■ Task brief: Copy out all lines bearing the word "bends" from the listing below.

■ Data for this exercise:
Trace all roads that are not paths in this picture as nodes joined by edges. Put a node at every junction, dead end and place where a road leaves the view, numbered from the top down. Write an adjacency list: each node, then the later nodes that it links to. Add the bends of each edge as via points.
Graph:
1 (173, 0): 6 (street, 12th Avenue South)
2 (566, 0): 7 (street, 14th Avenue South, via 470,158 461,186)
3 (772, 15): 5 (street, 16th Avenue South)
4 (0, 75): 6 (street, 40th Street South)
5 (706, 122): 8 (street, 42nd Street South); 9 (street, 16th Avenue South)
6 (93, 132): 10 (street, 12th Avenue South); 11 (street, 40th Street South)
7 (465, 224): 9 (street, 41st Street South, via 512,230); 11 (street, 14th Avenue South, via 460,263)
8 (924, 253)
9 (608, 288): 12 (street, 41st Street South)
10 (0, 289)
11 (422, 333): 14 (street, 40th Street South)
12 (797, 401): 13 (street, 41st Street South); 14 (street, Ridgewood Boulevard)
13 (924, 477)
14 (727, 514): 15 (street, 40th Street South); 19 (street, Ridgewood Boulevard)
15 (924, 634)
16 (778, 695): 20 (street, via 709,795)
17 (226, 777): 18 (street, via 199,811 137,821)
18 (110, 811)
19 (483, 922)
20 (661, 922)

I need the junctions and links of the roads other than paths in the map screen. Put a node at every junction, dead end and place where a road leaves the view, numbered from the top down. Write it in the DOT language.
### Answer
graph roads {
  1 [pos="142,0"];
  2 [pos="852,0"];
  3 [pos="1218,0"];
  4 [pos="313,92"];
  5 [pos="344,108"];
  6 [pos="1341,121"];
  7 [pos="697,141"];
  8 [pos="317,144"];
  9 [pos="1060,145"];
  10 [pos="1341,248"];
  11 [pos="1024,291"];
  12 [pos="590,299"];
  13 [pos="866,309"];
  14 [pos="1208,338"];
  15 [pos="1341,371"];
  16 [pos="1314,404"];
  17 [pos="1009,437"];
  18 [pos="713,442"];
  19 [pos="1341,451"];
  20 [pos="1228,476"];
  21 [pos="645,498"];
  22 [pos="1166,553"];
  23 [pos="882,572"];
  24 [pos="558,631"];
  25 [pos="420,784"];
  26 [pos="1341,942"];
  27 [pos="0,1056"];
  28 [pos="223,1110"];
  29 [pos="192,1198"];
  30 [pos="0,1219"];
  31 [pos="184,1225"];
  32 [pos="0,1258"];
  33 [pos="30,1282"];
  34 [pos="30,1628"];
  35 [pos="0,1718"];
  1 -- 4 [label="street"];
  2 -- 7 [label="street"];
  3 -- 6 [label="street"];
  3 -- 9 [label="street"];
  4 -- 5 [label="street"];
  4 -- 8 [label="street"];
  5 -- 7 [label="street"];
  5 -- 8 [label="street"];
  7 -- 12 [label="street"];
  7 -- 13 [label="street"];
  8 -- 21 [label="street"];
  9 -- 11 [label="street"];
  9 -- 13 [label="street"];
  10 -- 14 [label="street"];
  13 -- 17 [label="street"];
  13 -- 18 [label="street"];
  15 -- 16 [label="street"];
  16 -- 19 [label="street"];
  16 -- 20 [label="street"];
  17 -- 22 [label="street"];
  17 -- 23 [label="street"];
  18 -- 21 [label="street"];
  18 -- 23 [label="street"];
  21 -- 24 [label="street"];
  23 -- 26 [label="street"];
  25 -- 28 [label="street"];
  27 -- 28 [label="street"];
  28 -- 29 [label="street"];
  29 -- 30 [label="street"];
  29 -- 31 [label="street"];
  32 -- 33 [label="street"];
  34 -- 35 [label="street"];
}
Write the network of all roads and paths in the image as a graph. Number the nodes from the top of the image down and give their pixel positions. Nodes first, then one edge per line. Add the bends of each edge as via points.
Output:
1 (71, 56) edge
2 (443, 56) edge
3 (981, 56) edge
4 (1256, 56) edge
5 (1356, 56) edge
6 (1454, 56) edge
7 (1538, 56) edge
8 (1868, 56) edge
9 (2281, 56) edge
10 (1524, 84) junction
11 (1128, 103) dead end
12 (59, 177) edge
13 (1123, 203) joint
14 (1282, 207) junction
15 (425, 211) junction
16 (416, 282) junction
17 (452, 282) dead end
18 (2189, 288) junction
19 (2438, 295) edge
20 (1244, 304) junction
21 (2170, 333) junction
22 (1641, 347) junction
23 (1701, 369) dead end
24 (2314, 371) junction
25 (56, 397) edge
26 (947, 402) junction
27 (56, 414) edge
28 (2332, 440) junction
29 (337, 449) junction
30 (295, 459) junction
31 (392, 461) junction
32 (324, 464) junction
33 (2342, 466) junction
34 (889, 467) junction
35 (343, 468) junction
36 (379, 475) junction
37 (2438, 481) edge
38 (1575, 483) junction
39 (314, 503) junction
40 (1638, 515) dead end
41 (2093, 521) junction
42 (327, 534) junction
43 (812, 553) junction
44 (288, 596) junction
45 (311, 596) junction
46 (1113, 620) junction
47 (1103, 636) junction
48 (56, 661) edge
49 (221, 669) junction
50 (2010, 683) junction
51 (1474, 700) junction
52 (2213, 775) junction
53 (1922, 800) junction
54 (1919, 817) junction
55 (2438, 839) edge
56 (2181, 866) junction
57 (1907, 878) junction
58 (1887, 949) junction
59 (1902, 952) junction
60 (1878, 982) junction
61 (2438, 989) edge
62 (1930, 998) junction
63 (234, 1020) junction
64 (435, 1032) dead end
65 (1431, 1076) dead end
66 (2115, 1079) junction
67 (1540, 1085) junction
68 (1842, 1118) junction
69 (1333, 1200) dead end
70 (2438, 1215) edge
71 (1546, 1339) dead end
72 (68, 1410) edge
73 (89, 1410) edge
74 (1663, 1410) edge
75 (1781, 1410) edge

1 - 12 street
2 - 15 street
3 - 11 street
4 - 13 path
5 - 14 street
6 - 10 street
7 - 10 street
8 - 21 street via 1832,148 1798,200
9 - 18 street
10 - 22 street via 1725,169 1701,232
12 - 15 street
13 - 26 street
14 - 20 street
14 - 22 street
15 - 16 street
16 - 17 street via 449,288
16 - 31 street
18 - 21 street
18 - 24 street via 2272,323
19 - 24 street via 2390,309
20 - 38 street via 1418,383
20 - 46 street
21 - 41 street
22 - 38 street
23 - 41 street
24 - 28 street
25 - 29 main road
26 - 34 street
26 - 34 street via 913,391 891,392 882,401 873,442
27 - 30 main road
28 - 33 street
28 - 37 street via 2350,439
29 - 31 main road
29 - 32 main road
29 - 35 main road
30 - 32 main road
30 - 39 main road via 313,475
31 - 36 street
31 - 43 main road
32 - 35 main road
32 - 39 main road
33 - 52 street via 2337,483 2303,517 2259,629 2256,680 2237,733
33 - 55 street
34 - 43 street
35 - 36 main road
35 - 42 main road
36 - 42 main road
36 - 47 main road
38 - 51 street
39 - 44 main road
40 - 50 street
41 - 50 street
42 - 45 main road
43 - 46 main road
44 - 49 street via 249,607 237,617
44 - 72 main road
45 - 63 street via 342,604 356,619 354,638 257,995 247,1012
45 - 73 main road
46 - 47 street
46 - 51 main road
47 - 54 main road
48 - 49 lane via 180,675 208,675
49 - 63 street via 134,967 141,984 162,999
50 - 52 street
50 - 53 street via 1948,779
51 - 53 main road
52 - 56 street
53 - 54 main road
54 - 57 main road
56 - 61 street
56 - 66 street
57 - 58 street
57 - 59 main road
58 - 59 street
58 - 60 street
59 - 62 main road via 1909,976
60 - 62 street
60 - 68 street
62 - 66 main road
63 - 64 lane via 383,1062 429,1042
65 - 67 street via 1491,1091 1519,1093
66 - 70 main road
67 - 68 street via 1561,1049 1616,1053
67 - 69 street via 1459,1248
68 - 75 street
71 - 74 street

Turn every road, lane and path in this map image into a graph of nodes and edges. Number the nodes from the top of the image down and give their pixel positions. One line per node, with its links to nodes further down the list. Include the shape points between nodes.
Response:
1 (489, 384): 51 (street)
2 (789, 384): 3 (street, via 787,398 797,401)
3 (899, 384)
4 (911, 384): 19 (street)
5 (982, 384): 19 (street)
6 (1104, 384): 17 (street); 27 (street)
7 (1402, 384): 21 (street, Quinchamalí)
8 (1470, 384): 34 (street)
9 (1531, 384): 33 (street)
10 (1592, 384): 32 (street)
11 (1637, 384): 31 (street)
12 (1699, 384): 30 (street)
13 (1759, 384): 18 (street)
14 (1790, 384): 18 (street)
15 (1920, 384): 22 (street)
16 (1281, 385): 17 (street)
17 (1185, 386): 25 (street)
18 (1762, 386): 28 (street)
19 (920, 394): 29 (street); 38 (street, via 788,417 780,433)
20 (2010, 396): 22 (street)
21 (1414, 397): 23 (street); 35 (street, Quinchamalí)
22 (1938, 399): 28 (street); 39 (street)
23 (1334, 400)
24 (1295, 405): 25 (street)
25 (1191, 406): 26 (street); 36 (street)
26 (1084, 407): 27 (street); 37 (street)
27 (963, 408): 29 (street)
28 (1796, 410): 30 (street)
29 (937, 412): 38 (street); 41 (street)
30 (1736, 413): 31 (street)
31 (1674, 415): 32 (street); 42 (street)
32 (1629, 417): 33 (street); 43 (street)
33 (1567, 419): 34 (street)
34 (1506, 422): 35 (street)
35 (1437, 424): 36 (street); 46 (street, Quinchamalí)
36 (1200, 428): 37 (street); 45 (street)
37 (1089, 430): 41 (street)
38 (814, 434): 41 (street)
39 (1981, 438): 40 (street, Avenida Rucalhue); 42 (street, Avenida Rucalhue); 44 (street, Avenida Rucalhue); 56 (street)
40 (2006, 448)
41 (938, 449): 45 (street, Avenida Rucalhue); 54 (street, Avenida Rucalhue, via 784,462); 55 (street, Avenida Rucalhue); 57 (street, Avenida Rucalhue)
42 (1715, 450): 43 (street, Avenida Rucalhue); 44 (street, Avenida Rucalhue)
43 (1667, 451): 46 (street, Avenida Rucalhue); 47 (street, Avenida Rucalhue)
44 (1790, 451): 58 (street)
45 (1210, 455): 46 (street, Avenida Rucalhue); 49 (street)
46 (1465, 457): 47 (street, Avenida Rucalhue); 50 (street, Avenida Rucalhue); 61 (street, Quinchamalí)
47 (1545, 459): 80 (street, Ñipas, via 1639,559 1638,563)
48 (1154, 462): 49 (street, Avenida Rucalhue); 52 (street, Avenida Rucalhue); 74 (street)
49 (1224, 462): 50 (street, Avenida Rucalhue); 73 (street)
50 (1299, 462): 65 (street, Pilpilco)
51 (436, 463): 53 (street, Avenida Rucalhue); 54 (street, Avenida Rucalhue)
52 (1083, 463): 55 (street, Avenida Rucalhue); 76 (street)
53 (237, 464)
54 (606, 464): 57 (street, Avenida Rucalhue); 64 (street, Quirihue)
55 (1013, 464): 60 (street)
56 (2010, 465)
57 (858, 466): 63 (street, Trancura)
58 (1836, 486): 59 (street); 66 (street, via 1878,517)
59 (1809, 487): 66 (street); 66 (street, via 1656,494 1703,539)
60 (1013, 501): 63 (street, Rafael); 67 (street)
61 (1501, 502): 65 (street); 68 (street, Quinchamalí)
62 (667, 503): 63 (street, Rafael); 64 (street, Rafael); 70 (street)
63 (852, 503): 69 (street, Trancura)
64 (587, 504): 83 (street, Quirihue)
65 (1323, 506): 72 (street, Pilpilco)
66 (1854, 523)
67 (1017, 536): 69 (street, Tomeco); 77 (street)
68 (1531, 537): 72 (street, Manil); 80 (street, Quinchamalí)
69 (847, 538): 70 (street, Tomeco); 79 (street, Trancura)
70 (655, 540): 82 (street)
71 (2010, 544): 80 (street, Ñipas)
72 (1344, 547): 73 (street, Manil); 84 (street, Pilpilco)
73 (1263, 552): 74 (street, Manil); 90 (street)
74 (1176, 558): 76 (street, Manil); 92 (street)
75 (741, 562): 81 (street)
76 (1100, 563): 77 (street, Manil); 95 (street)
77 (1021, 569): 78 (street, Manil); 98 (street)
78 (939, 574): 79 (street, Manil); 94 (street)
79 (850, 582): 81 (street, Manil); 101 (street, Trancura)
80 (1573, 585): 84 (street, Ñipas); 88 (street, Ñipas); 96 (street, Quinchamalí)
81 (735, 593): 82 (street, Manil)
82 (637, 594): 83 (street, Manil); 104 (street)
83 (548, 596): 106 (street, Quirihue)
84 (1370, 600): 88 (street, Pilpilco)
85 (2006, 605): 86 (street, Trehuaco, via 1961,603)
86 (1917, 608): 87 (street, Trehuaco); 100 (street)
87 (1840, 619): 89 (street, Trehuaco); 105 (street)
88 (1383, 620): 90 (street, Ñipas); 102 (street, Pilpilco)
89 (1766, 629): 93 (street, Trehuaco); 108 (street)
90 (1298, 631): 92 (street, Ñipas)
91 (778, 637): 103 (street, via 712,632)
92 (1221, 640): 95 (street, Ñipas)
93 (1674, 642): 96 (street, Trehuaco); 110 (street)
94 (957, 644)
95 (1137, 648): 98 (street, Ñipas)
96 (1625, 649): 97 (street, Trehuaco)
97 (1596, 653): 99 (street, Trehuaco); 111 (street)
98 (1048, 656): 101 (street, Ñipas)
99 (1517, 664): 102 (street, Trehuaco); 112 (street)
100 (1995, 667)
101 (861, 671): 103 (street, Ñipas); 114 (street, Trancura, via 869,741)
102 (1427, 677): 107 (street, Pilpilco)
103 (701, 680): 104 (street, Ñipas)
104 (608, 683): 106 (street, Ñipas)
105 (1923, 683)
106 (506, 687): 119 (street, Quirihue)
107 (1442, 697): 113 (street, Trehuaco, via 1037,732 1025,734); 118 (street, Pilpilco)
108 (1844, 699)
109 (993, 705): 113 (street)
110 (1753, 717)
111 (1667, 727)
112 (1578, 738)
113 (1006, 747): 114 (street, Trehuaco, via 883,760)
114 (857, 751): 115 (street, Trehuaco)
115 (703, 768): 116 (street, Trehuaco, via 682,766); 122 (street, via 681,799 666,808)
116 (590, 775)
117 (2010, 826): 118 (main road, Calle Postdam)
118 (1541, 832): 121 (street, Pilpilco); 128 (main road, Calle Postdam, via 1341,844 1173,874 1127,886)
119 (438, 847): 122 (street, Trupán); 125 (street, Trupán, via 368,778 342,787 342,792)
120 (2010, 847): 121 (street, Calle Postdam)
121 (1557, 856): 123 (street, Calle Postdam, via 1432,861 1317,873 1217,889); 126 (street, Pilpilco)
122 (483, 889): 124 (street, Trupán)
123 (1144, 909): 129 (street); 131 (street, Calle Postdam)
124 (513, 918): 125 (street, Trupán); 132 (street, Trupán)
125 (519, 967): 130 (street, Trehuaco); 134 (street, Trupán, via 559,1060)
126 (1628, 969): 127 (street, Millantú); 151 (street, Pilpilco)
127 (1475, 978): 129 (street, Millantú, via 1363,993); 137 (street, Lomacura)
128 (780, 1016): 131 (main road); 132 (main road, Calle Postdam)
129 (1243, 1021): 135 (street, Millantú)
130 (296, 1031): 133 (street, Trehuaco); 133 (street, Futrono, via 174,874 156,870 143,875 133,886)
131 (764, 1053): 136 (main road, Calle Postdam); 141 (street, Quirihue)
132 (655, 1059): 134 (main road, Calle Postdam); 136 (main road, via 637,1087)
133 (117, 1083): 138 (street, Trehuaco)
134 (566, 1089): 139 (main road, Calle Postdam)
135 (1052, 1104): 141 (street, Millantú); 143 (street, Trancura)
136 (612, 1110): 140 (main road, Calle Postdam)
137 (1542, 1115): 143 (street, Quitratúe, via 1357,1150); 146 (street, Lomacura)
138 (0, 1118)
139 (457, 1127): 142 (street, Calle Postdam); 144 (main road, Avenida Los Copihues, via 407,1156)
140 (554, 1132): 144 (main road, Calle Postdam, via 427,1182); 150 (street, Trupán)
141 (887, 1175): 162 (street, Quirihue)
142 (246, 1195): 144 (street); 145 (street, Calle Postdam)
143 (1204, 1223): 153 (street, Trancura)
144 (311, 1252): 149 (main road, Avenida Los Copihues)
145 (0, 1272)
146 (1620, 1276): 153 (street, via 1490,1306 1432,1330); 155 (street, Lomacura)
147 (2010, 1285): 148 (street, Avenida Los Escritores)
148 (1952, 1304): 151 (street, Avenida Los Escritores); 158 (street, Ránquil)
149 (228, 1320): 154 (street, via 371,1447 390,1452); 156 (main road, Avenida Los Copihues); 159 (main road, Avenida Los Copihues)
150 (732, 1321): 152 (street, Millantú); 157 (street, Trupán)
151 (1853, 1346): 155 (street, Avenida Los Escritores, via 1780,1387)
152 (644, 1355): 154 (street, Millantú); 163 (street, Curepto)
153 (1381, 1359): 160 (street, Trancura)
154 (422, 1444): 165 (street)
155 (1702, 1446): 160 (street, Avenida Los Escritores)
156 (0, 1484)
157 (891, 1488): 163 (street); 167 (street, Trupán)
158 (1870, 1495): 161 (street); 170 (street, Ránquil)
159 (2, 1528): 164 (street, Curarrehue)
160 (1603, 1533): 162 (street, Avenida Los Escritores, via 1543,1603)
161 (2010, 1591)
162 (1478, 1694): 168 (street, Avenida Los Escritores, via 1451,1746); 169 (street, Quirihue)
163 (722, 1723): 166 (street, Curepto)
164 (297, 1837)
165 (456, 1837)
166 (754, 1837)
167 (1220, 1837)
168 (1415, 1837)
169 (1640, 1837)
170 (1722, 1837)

■ Your solution:
Trace all roads that are not paths in this picture as nodes joined by edges. Put a node at every junction, dead end and place where a road leaves the view, numbered from the top down. Write an adjacency list: each node, then the later nodes that it links to. Add the bends of each edge as via points.
Write the network of all roads and paths in the image as a graph. Number the nodes from the top of the image down and give their pixel positions. Nodes first, then one edge per line. Add the bends of each edge as via points.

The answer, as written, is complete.